→ **Task to complete**: Could you filter the listing for lines with the word "Calico" and return them?
☆ ☆ ☆
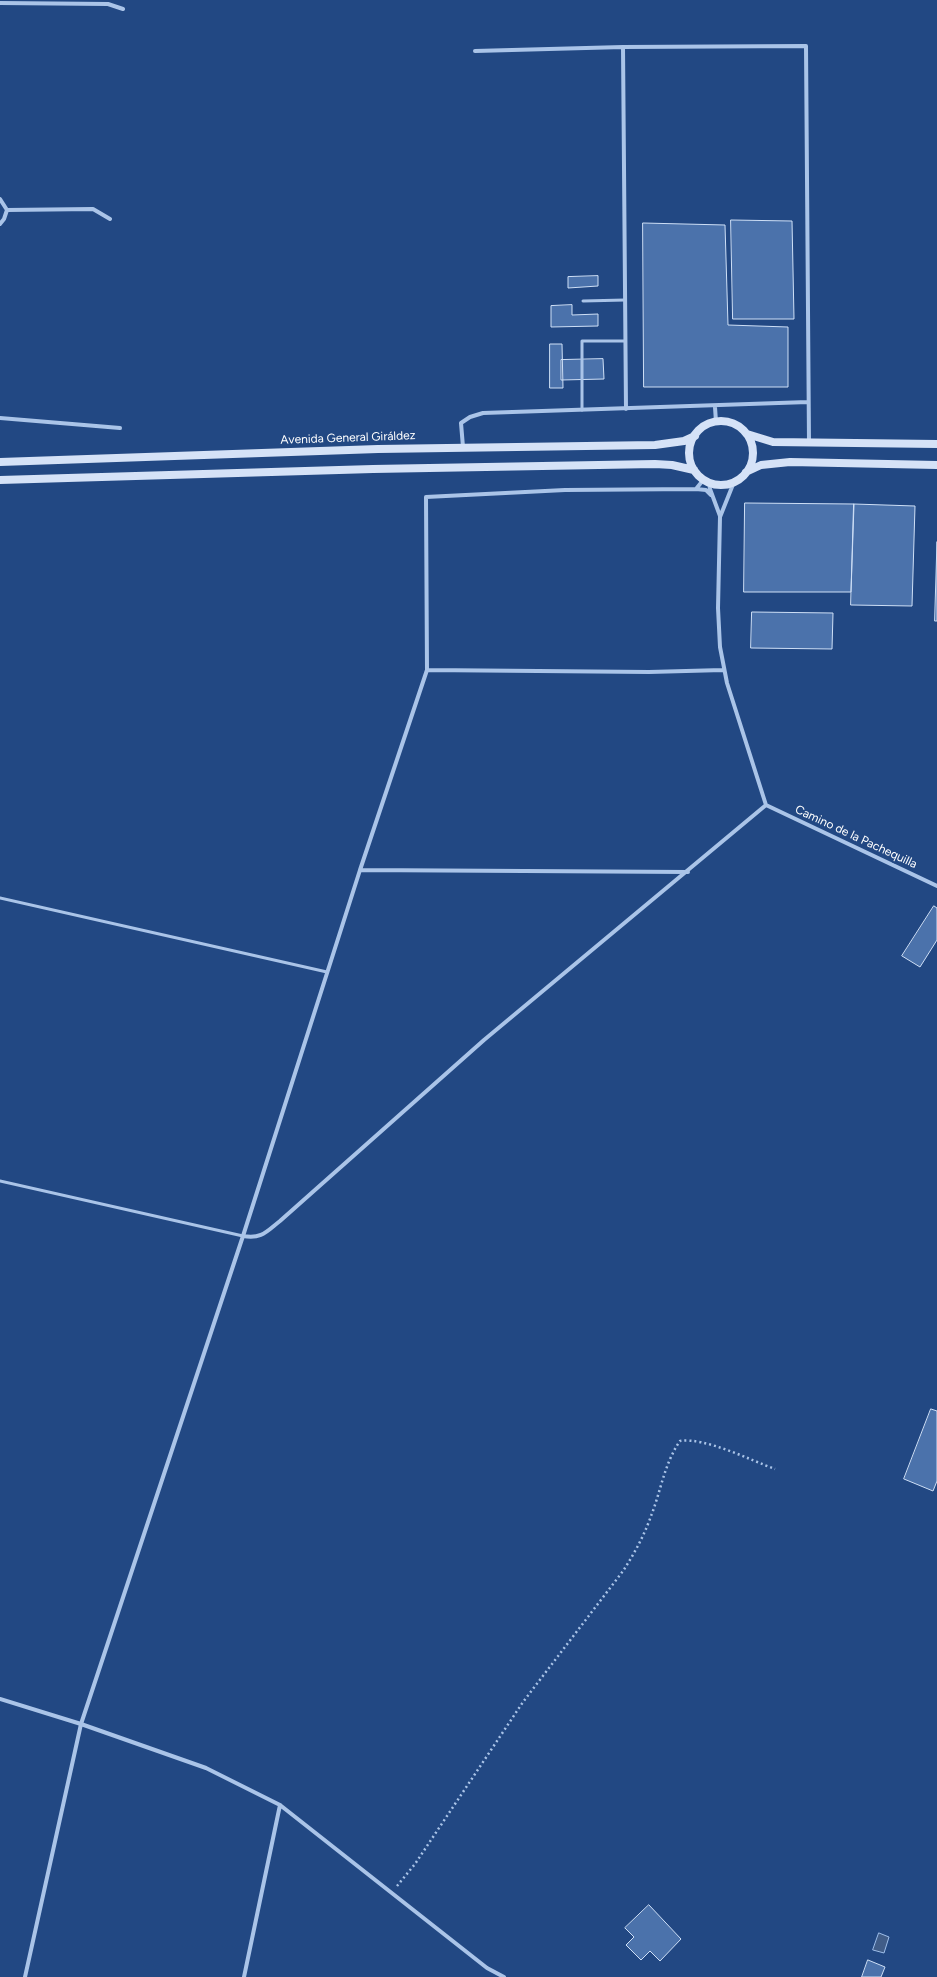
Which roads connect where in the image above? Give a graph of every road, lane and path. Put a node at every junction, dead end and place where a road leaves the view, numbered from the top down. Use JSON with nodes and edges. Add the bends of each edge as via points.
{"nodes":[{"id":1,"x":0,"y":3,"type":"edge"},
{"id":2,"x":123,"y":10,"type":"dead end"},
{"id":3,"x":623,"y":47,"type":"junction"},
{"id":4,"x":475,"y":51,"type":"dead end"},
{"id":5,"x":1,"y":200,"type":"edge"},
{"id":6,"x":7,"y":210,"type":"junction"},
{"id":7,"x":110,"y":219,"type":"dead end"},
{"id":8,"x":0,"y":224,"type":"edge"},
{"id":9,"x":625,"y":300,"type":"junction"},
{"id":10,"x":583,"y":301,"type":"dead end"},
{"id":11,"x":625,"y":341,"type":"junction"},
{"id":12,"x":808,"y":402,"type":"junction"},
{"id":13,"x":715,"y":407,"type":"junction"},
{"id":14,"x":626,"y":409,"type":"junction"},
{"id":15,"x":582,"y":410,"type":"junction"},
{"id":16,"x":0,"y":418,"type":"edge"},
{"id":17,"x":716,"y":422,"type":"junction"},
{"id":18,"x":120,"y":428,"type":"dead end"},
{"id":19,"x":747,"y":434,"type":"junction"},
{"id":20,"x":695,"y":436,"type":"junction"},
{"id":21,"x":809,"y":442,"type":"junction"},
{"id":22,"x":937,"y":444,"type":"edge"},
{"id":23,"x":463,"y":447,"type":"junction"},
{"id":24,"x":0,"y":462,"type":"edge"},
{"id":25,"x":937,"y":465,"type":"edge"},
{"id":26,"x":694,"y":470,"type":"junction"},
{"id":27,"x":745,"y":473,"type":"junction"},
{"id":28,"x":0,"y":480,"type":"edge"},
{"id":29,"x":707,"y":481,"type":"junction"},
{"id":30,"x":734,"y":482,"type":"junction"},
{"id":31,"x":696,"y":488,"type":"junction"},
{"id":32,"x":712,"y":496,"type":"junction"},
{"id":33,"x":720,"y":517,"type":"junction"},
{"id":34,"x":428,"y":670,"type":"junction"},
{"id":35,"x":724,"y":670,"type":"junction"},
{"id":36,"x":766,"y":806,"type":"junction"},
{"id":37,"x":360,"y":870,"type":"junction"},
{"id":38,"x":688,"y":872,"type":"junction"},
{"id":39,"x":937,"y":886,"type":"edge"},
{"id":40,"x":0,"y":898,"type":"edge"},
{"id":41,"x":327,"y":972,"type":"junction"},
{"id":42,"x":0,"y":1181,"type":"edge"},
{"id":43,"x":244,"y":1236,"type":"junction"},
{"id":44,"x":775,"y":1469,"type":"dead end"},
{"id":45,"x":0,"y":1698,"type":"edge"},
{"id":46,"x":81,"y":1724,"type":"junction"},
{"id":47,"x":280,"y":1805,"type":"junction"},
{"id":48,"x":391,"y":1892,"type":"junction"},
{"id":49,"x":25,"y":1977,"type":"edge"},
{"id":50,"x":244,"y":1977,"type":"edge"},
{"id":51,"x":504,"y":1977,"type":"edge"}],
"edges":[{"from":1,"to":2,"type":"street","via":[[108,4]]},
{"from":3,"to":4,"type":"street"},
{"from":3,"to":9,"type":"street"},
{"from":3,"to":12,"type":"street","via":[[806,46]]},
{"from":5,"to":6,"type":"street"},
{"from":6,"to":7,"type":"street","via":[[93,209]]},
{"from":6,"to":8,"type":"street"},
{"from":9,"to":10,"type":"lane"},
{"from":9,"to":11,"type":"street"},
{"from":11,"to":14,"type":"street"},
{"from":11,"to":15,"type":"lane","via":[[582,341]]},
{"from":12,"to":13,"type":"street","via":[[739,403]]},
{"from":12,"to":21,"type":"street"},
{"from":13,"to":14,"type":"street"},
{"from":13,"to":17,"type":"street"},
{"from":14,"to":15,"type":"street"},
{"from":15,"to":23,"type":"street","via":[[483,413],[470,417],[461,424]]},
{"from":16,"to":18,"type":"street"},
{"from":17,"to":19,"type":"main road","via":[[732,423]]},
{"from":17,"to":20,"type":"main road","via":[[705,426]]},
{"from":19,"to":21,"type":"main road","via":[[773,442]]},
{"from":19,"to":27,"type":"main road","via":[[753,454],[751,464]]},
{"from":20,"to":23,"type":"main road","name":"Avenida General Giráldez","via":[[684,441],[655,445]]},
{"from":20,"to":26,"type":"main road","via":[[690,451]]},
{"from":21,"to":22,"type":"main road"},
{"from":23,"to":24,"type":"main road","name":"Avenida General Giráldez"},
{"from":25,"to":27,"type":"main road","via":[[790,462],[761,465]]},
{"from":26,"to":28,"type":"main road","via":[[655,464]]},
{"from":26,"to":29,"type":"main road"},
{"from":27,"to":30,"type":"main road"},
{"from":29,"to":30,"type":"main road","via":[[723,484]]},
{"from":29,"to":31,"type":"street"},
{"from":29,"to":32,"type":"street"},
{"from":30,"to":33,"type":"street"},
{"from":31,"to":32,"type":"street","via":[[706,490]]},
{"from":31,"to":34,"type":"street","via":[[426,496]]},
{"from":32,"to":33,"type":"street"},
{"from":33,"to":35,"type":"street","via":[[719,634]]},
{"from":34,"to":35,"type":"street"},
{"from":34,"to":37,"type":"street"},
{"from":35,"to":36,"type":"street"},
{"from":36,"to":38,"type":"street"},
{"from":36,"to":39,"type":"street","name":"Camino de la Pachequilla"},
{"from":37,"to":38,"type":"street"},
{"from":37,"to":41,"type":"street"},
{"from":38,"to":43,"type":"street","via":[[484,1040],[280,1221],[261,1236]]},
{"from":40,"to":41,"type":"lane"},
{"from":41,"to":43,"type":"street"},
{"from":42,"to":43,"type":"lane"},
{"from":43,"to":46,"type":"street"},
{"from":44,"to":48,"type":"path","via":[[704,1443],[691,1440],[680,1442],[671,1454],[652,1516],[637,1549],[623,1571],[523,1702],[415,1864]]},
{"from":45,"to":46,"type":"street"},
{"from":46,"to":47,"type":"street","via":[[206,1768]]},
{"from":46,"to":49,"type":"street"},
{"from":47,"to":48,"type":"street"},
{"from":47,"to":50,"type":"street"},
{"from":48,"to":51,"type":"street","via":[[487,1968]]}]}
☆ ☆ ☆
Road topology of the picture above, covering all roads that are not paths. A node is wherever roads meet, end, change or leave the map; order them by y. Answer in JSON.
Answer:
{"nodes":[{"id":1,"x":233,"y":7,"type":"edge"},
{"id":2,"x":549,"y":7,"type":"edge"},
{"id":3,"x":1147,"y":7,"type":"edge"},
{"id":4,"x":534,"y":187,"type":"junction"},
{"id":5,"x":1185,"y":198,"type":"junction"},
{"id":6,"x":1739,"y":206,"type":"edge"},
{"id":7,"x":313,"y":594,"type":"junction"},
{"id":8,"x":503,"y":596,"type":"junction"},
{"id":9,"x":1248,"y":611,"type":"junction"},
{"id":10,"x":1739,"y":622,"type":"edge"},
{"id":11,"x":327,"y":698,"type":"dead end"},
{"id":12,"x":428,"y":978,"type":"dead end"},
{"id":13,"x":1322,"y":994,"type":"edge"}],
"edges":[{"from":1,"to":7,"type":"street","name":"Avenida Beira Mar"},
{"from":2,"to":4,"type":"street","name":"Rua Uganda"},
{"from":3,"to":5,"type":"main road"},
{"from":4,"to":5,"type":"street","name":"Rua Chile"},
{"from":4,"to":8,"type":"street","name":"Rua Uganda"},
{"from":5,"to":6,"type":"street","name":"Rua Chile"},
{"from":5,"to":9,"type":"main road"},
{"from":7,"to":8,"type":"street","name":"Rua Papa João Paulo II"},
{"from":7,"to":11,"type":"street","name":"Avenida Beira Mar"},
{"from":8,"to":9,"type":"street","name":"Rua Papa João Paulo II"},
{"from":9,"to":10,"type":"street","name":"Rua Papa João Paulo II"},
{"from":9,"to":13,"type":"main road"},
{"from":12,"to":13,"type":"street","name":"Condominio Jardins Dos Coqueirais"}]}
☆ ☆ ☆
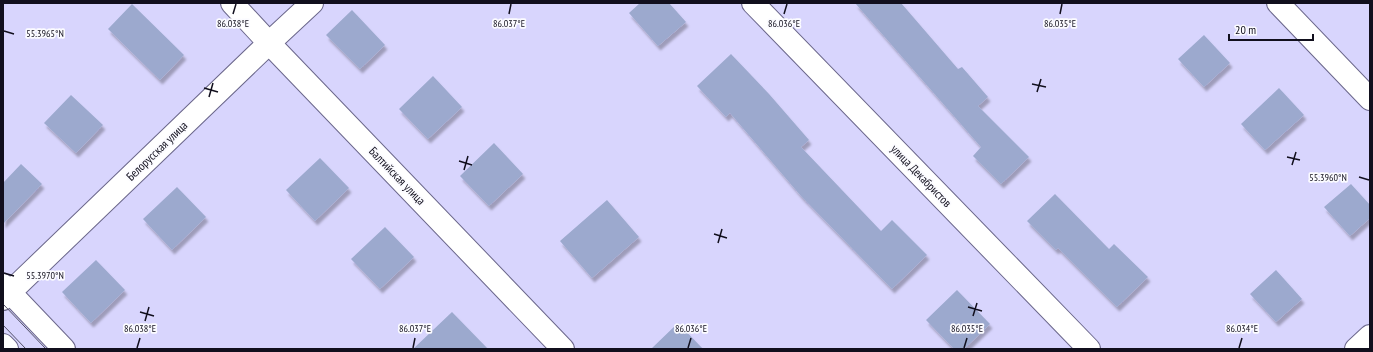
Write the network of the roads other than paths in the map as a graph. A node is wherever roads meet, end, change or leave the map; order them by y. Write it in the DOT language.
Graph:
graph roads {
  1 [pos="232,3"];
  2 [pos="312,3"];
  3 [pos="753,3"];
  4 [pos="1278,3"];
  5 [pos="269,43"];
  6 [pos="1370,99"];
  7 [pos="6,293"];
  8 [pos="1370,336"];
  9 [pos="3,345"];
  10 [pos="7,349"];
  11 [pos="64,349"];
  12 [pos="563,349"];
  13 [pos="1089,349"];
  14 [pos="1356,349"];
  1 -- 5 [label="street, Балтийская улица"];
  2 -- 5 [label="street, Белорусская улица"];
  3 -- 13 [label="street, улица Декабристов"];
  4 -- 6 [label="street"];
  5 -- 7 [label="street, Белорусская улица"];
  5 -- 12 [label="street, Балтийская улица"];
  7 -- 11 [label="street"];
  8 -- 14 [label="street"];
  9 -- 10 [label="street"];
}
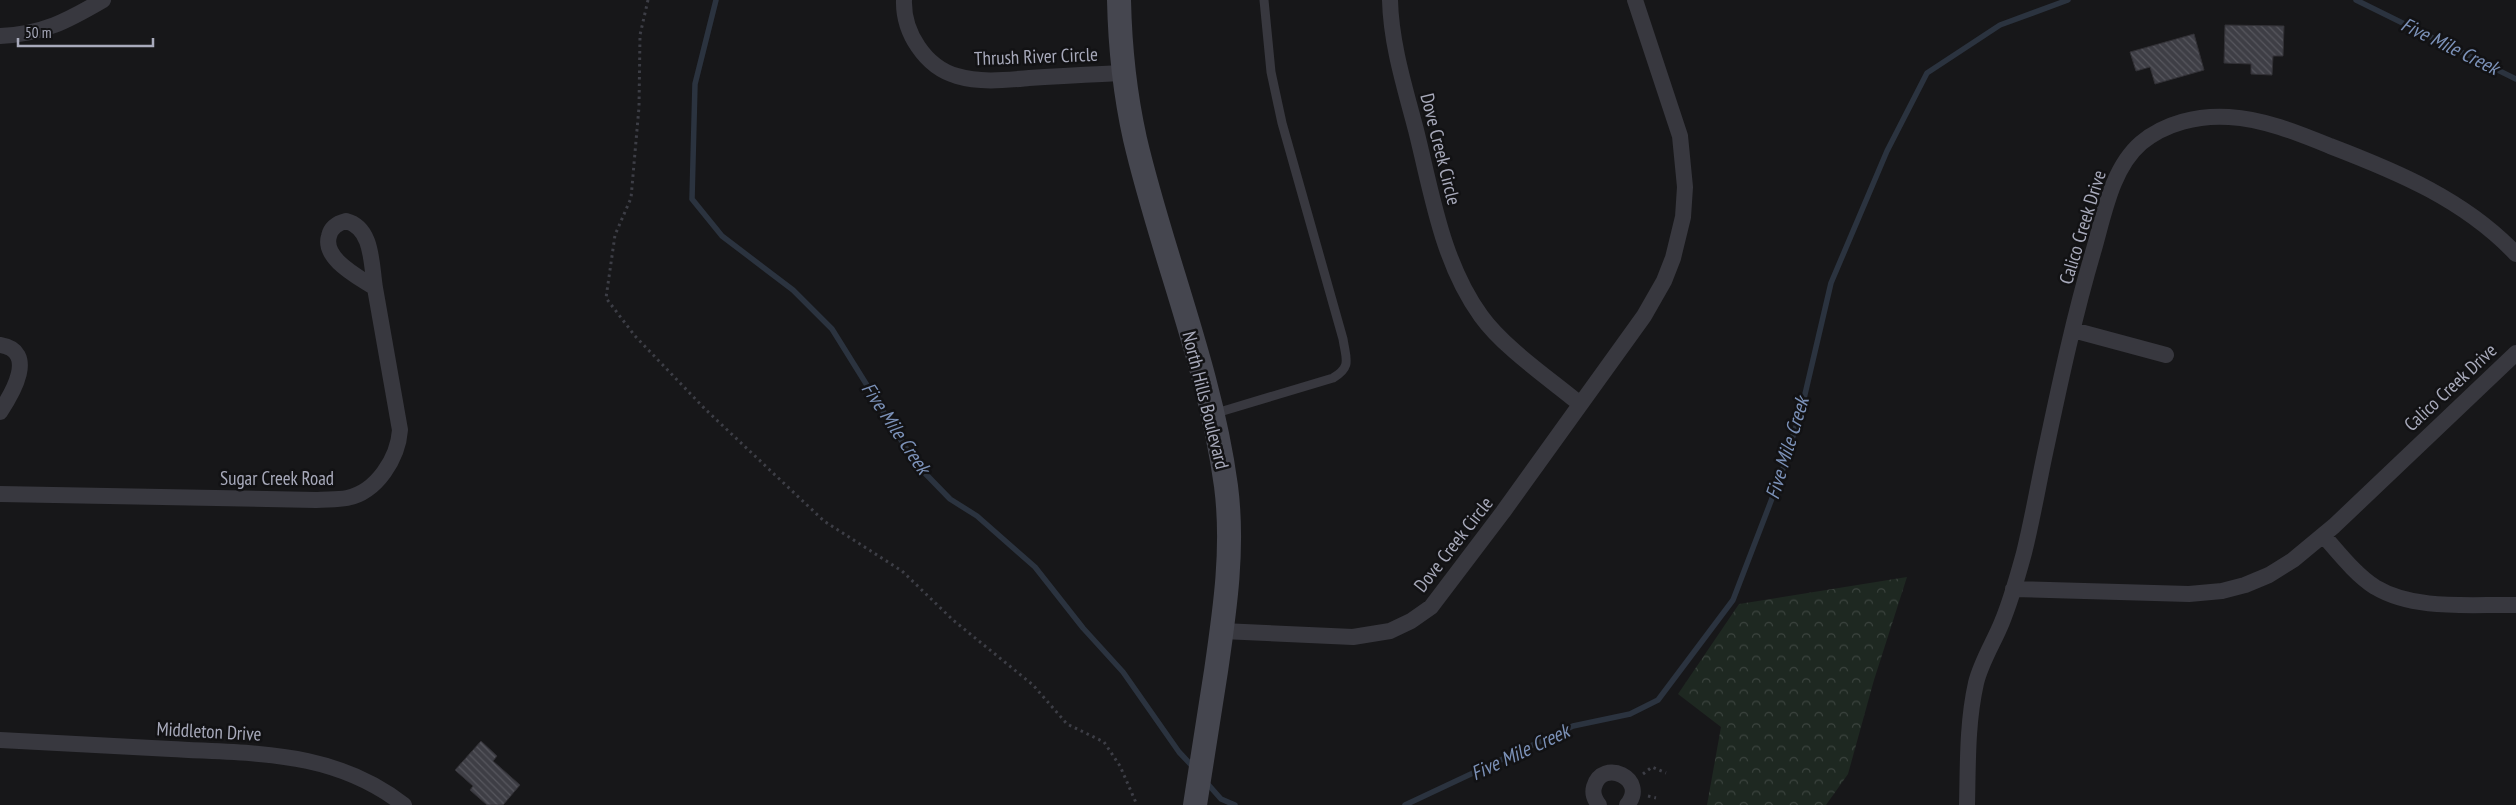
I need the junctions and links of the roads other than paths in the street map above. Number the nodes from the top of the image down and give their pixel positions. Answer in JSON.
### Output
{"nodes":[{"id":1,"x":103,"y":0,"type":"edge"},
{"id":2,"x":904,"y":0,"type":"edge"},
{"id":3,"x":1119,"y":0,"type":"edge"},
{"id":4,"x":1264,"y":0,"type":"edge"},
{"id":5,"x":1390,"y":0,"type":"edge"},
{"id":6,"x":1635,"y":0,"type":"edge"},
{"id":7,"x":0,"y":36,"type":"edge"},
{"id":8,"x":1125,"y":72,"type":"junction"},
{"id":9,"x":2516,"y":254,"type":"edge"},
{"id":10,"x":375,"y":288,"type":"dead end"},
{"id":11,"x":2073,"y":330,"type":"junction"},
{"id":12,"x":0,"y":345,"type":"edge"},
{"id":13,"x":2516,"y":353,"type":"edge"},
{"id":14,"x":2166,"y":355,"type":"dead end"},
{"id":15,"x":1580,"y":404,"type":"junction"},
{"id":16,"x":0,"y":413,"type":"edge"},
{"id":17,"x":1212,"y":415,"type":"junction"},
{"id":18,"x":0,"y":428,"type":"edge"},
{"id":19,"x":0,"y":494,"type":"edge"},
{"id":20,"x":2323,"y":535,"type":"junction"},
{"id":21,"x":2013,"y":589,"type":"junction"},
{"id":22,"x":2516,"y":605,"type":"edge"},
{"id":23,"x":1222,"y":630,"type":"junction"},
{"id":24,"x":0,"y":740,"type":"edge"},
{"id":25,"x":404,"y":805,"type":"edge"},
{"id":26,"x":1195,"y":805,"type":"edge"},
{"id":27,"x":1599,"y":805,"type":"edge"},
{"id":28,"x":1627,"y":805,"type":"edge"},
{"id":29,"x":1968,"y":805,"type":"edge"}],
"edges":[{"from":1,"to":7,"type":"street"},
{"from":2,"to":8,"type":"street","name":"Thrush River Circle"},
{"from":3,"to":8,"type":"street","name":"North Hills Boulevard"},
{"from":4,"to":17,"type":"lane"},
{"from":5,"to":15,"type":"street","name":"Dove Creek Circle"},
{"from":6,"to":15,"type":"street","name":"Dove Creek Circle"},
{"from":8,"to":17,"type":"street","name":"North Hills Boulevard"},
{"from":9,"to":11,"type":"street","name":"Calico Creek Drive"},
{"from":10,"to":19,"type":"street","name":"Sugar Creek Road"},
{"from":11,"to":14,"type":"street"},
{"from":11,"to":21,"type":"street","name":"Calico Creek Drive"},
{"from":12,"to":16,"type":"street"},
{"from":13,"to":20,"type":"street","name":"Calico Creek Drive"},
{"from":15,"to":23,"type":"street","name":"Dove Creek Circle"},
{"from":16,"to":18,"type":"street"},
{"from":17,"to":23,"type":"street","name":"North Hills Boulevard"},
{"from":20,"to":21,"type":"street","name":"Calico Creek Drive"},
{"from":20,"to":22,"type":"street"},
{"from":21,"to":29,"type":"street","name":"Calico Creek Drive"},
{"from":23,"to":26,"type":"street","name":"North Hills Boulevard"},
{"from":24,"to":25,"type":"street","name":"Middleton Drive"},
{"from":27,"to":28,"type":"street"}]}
☆ ☆ ☆
→ **Solution for this problem**:
{"from":9,"to":11,"type":"street","name":"Calico Creek Drive"},
{"from":11,"to":21,"type":"street","name":"Calico Creek Drive"},
{"from":13,"to":20,"type":"street","name":"Calico Creek Drive"},
{"from":20,"to":21,"type":"street","name":"Calico Creek Drive"},
{"from":21,"to":29,"type":"street","name":"Calico Creek Drive"},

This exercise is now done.